------ Material provided

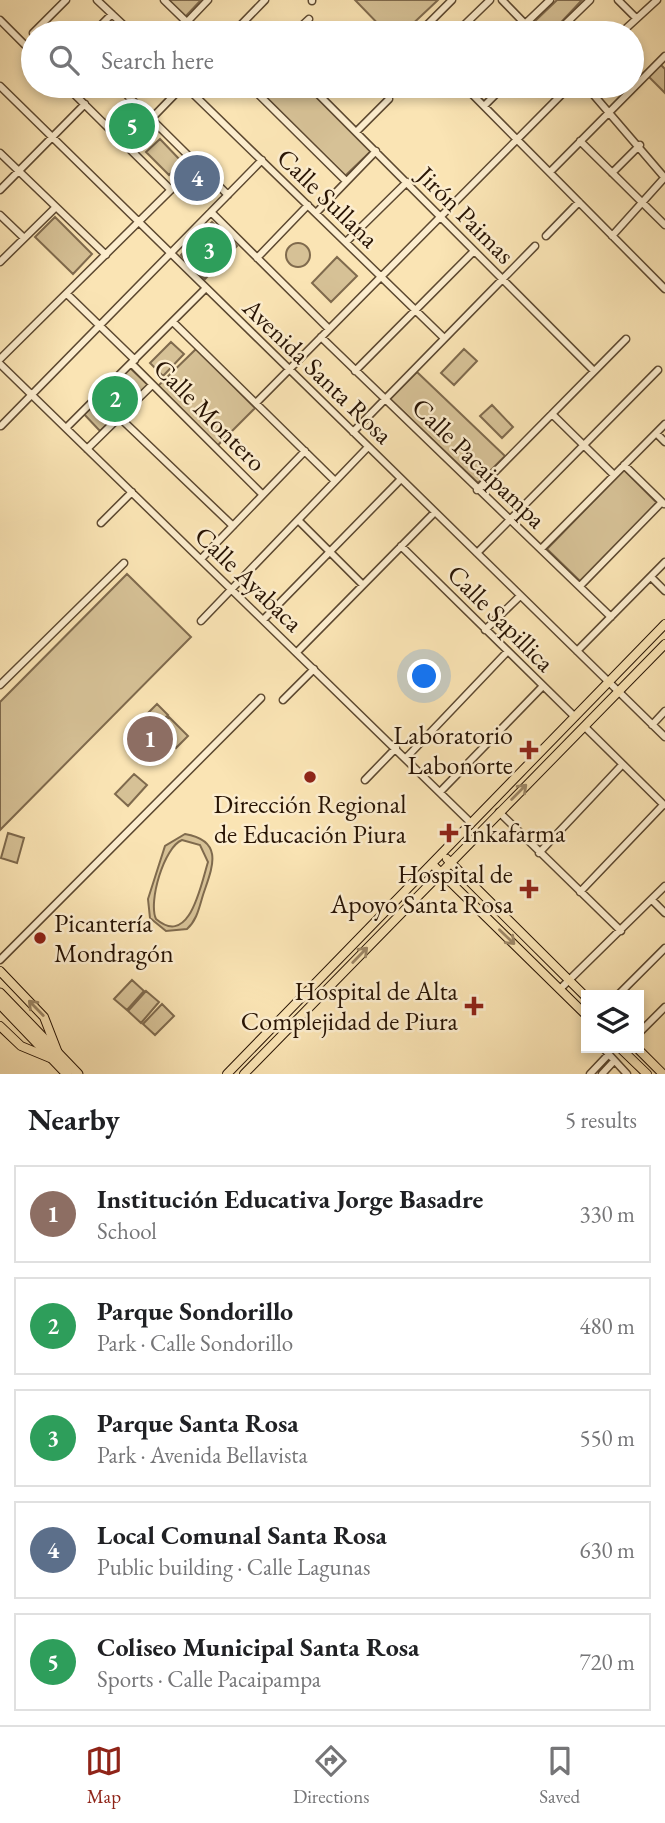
<!DOCTYPE html>
<html lang="en">
<head>
<meta charset="utf-8">
<style>
  :root { --surface:#fff; --page:#f2f2f2; --text:#202124; --muted:#757577; --line:#e0e0e0; --accent:#8f2418 }
  body { margin:0; font-family:"EB Garamond",serif; background:var(--page); color:var(--text) }
  .controls { position:absolute; right:21px; bottom:21px; display:grid; overflow:hidden; border-radius:0px; box-shadow:0 4px 10px #0003 }
  .controls button { width:63px; height:63px; display:grid; place-items:center; padding:0; border:0; border-bottom:2px solid var(--line); background:var(--surface); color:var(--text); font:35px sans-serif }
  .you { position:absolute; left:425px; top:677px; width:24px; height:24px; margin:-18px; border:5px solid #fff; border-radius:50%; background:#1a73e8; box-shadow:0 0 0 10px #1a73e833 }
  .badge { display:grid; place-items:center; width:46px; height:46px; border-radius:50%; background:var(--accent); color:#fff; font-size:23px; font-weight:700 }
  .pin { position:absolute; translate:-50% -50%; border:4px solid #fff; box-shadow:0 2px 7px #0006 }
  .list { margin:0; padding:0; list-style:none }
  h2 { display:flex; justify-content:space-between; align-items:center; height:91px; margin:0; padding:0 28px; font-size:30px }
  h2 small { font-size:23px; font-weight:400; color:var(--muted) }
  .list li { display:grid; grid-template-columns:46px 1fr auto; gap:21px; align-items:center; box-sizing:border-box; height:98px; margin:0 14px 14px; padding:0 14px; border:2px solid var(--line); border-radius:0px }
  .list b { display:block; font-size:26px; white-space:nowrap }
  .list p { margin:0; font-size:23px; white-space:nowrap; color:var(--muted) }
  .list em { font-size:23px; font-style:normal; color:var(--muted) }
  .icon { flex:none; width:38px; height:38px; fill:none; stroke:currentColor; stroke-width:2; stroke-linecap:round; stroke-linejoin:round }
  .map { position:relative; flex:none; width:665px; height:1074px; overflow:hidden }
  .search { position:absolute; background:var(--surface); box-shadow:0 4px 10px #0003; left:21px; right:21px; top:21px; height:77px; display:flex; align-items:center; gap:18px; box-sizing:border-box; padding:0 24px; border-radius:38px; color:var(--muted); font-size:26px }
  .sheet { height:651px; background:var(--surface) }
  nav { display:flex; justify-content:space-around; align-items:center; box-sizing:border-box; height:98px; border-top:2px solid var(--line); background:var(--surface); font-size:19px; color:var(--muted) }
  nav a { display:grid; justify-items:center; gap:4px }
  nav .on { color:var(--accent) }
  .map>svg:first-child { display:block }
</style>
</head>
<body>
<div class="map">
<svg width="665" height="1074" viewBox="0 0 665 1074">
  <rect width="100%" height="100%" fill="#fae4b4"/>
  <filter id="stains"><feTurbulence type="fractalNoise" baseFrequency=".00286" numOctaves="4"/><feColorMatrix values="0 0 0 0 .2 0 0 0 0 .09 0 0 0 0 .02 0 0 0 .5 -.17"/></filter>
  <radialGradient id="worn" r=".72"><stop offset=".6" stop-color="#630" stop-opacity="0"/><stop offset="1" stop-color="#630" stop-opacity=".3"/></radialGradient>
  <path fill="#d6c196" stroke="#7f6a4d" stroke-width="2" fill-rule="evenodd" d="M168,0h33l-16,17z
    M355,0h83l-35,33h-16z
    M557,0h25l-31,33h-9l-9,-10z
    M660,64l5,5v24l-17,-17z
    M255,86h51l65,65 -26,25z
    M128,102l28,28 -20,21 -29,-29z
    M160,139l22,23 -13,13 -23,-23z
    M55,217l37,37 -19,20 -38,-37z
    M212,222l25,24 -32,33 -24,-24z
    M286 255a12 12 0 1 1 24 0a12 12 0 1 1-24 0Z
    M337,257l20,19 -26,26 -19,-19z
    M171,342l13,12 -21,22 -13,-13z
    M196,349l59,59 -38,38 -60,-59z
    M464,349l13,12 -23,24 -13,-12z
    M129,367l19,18 -48,46 -18,-19z
    M417,372l88,84 -27,27 -88,-84z
    M492,405l21,22 -11,11 -22,-22z
    M624,470l33,33 -76,79 -34,-33z
    M127,574l64,63 -191,193v-128z
    M157,704l11,11 -21,21 -11,-11z
    M169,717l19,19 -12,12 -19,-18z
    M134,774l13,11 -19,21 -13,-12z
    M8,833l16,5 -7,25 -16,-5z
    M185,834c40,7 27,34 18,61 -4,13 -6,25 -16,34l-21,2 -16,-13 -2,-19 17,-53zM182,840l18,5 8,17c-7,22 -18,86 -52,57 -8,-17 8,-72 26,-79z
    M132,980l12,11 -17,19 -13,-11z
    M146,991l13,11 -18,21 -13,-12z
    M162,1004l12,12 -19,19 -12,-11z"/>
  <g fill="none" stroke-linecap="round" stroke-linejoin="round">
    <g stroke="#5c4830" stroke-width="9">
      <path id="minor" d="M97,0l35,33
        M164,0l34,33
        M502,0l32,33
        M618,0l18,18
        M312,1v-1
        M0,20l33,33
        M187,22l21,-22
        M465,24l10,9
        M525,24l25,-24
        M33,33l33,-33
        M93,33l19,-19
        M233,33l32,-33
        M294,33l15,-14
        M419,33l33,-33
        M456,33l34,-33
        M556,33l34,-33
        M621,33l36,-33
        M0,86l665,651
        M66,86l105,104
        M118,86l110,109
        M185,86l259,252
        M250,86l96,95
        M310,86l284,285
        M464,86l201,203
        M586,86l79,92
        M400,89l3,-3
        M484,106l20,-20
        M151,119l32,-33
        M356,132l33,-33
        M580,141l85,84
        M0,153l106,102
        M550,172l115,-116
        M612,173l28,-28
        M0,190l85,-86
        M211,212l118,117
        M316,213l60,-62
        M0,215l24,23
        M546,236l33,-34
        M612,236l53,-59
        M346,242l61,-60
        M257,258l51,-53
        M0,262l56,-55
        M67,294l68,66
        M173,322l162,159
        M321,337l290,280
        M0,359l197,-195
        M131,363l131,131
        M0,364l471,459
        M355,371l119,-120
        M256,403l314,-317
        M552,414l62,61
        M119,417l114,109
        M1,426l261,-266
        M66,428l140,-140
        M353,432l182,-186
        M656,433l9,9
        M87,449l65,-64
        M624,465l40,39
        M477,490l149,-151
        M298,520l65,65
        M101,523l31,-31
        M401,546l174,171
        M541,549l124,-125
        M477,553l181,-183
        M201,559l104,-108
        M651,577l14,14
        M580,586l82,-84
        M263,620l138,-141
        M201,621l167,-174
        M485,630l35,-34
        M577,651l88,-89
        M297,652l138,-140
        M0,685l124,-122
        M283,700l31,-31
        M652,725l13,-14
        M585,727l79,78
        M406,758l101,-106
        M365,780l31,-32
        M440,792l103,-106
        M499,812l122,119
        M539,853l82,-87
        M580,892l83,-87
        M652,900l13,13
        M0,960l261,-262
        M560,989l105,-103
        M618,995l47,-47
        M639,1033l26,-26
        M603,1048l24,26
        M590,1074l18,-19
        M602,1074l12,-13"/>
    </g>
    <g stroke="#281404" stroke-width="10">
      <path id="major" d="M447,859l139,138
        M432,864l154,151
        M0,971l44,46 14,36
        M0,1026l21,20 29,12
        M620,1048l27,26
        M637,1048l26,26
        M227,1074l438,-450
        M244,1074l421,-430"/>
    </g>
    <g stroke="#281404" stroke-width="11">
      <path id="highway" d="M0,993l78,81
        M0,1004l67,70"/>
    </g>
    <use href="#minor" stroke="#fcedce" stroke-width="6"/>
    <use href="#major" stroke="#fae4b4" stroke-width="8"/>
    <use href="#highway" stroke="#fae4b4" stroke-width="9"/>
  </g>
  <defs><path id="oneway-shaft" d="M-6 0H5M1.5-3L5.5 0L1.5 3" fill="none" stroke-width="1.6" stroke-linecap="round" stroke-linejoin="round" transform="scale(1.75)"/></defs>
  <g stroke="#9c8665">
    <use href="#oneway-shaft" transform="translate(519 792) rotate(-45)"/>
    <use href="#oneway-shaft" transform="translate(507 937) rotate(44)"/>
    <use href="#oneway-shaft" transform="translate(360 955) rotate(-46)"/>
    <use href="#oneway-shaft" transform="translate(36 1008) rotate(-134)"/>
  </g>
  <g fill="#8f2418" stroke="#fcedce" stroke-width="2.5">
    <path d="M525.5 739.5h7v7h7v7h-7v7h-7v-7h-7v-7h7z"/>
    <circle cx="310" cy="777" r="7"/>
    <path d="M445.5 822.5h7v7h7v7h-7v7h-7v-7h-7v-7h7z"/>
    <path d="M525.5 878.5h7v7h7v7h-7v7h-7v-7h-7v-7h7z"/>
    <circle cx="40" cy="938" r="7"/>
    <path d="M470.5 995.5h7v7h7v7h-7v7h-7v-7h-7v-7h7z"/>
  </g>
  <g text-anchor="middle" stroke-width="5" stroke-linejoin="round" paint-order="stroke">
    <g font-size="26" fill="#281404" stroke="#fcedce">
      <text transform="translate(328 198) rotate(44)" y="9">Calle Sullana</text>
      <text transform="translate(466 215) rotate(45)" y="9">Jirón Paimas</text>
      <text transform="translate(318 371) rotate(44)" y="9">Avenida Santa Rosa</text>
      <text transform="translate(210 415) rotate(45)" y="9">Calle Montero</text>
      <text transform="translate(479 463) rotate(44)" y="9">Calle Pacaipampa</text>
      <text transform="translate(249 579) rotate(44)" y="9">Calle Ayabaca</text>
      <text transform="translate(501 618) rotate(45)" y="9">Calle Sapillica</text>
    </g>
    <g font-size="26" fill="#281404" stroke="#fcedce" text-anchor="end">
      <text x="513" y="744">Laboratorio<tspan x="513" dy="30">Labonorte</tspan></text>
      <text x="310" y="813" text-anchor="middle">Dirección Regional<tspan x="310" dy="30">de Educación Piura</tspan></text>
      <text x="463" y="842" text-anchor="start">Inkafarma</text>
      <text x="513" y="883">Hospital de<tspan x="513" dy="30">Apoyo Santa Rosa</tspan></text>
      <text x="54" y="932" text-anchor="start">Picantería<tspan x="54" dy="30">Mondragón</tspan></text>
      <text x="458" y="1000">Hospital de Alta<tspan x="458" dy="30">Complejidad de Piura</tspan></text>
    </g>
  </g>
  <rect width="100%" height="100%" filter="url(#stains)"/>
  <rect width="100%" height="100%" fill="url(#worn)"/>
</svg>
<div class="controls">
<button><svg class="icon" aria-label="layers" viewBox="0 0 24 24"><path d="M12 4l9 5-9 5-9-5zM3 14l9 5 9-5"/></svg></button>
</div>
<div class="you"></div>
<div class="pin badge" style="left:150px;top:739px;background:#8d6e63">1</div>
<div class="pin badge" style="left:115px;top:399px;background:#2e9e5b">2</div>
<div class="pin badge" style="left:209px;top:250px;background:#2e9e5b">3</div>
<div class="pin badge" style="left:197px;top:178px;background:#5c6f8a">4</div>
<div class="pin badge" style="left:132px;top:126px;background:#2e9e5b">5</div>
<div class="search"><svg class="icon" aria-label="search" viewBox="0 0 24 24"><circle cx="10" cy="10" r="6"/><path d="M15 15l6 6"/></svg>Search here</div>
</div>
<section class="sheet">
<h2>Nearby<small>5 results</small></h2>
<ul class="list">
<li><span class="badge" style="background:#8d6e63">1</span><div><b>Institución Educativa Jorge Basadre</b><p>School</p></div><em>330 m</em></li>
<li><span class="badge" style="background:#2e9e5b">2</span><div><b>Parque Sondorillo</b><p>Park · Calle Sondorillo</p></div><em>480 m</em></li>
<li><span class="badge" style="background:#2e9e5b">3</span><div><b>Parque Santa Rosa</b><p>Park · Avenida Bellavista</p></div><em>550 m</em></li>
<li><span class="badge" style="background:#5c6f8a">4</span><div><b>Local Comunal Santa Rosa</b><p>Public building · Calle Lagunas</p></div><em>630 m</em></li>
<li><span class="badge" style="background:#2e9e5b">5</span><div><b>Coliseo Municipal Santa Rosa</b><p>Sports · Calle Pacaipampa</p></div><em>720 m</em></li>
</ul>
</section>
<nav>
<a class="on"><svg class="icon" aria-label="map" viewBox="0 0 24 24"><path d="M3 6l6-2 6 2 6-2v14l-6 2-6-2-6 2zM9 4v14M15 6v14"/></svg>Map</a>
<a><svg class="icon" aria-label="directions" viewBox="0 0 24 24"><path d="M12 3l9 9-9 9-9-9zM9 14v-3h6M13 9l2 2-2 2"/></svg>Directions</a>
<a><svg class="icon" aria-label="saved" viewBox="0 0 24 24"><path d="M7 4h10v16l-5-4-5 4z"/></svg>Saved</a>
</nav>
</body>
</html>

------------

Exercise details: Track down all lines above with the string "icon" and copy them.

Expected answer:
  .icon { flex:none; width:38px; height:38px; fill:none; stroke:currentColor; stroke-width:2; stroke-linecap:round; stroke-linejoin:round }
<button><svg class="icon" aria-label="layers" viewBox="0 0 24 24"><path d="M12 4l9 5-9 5-9-5zM3 14l9 5 9-5"/></svg></button>
<div class="search"><svg class="icon" aria-label="search" viewBox="0 0 24 24"><circle cx="10" cy="10" r="6"/><path d="M15 15l6 6"/></svg>Search here</div>
<a class="on"><svg class="icon" aria-label="map" viewBox="0 0 24 24"><path d="M3 6l6-2 6 2 6-2v14l-6 2-6-2-6 2zM9 4v14M15 6v14"/></svg>Map</a>
<a><svg class="icon" aria-label="directions" viewBox="0 0 24 24"><path d="M12 3l9 9-9 9-9-9zM9 14v-3h6M13 9l2 2-2 2"/></svg>Directions</a>
<a><svg class="icon" aria-label="saved" viewBox="0 0 24 24"><path d="M7 4h10v16l-5-4-5 4z"/></svg>Saved</a>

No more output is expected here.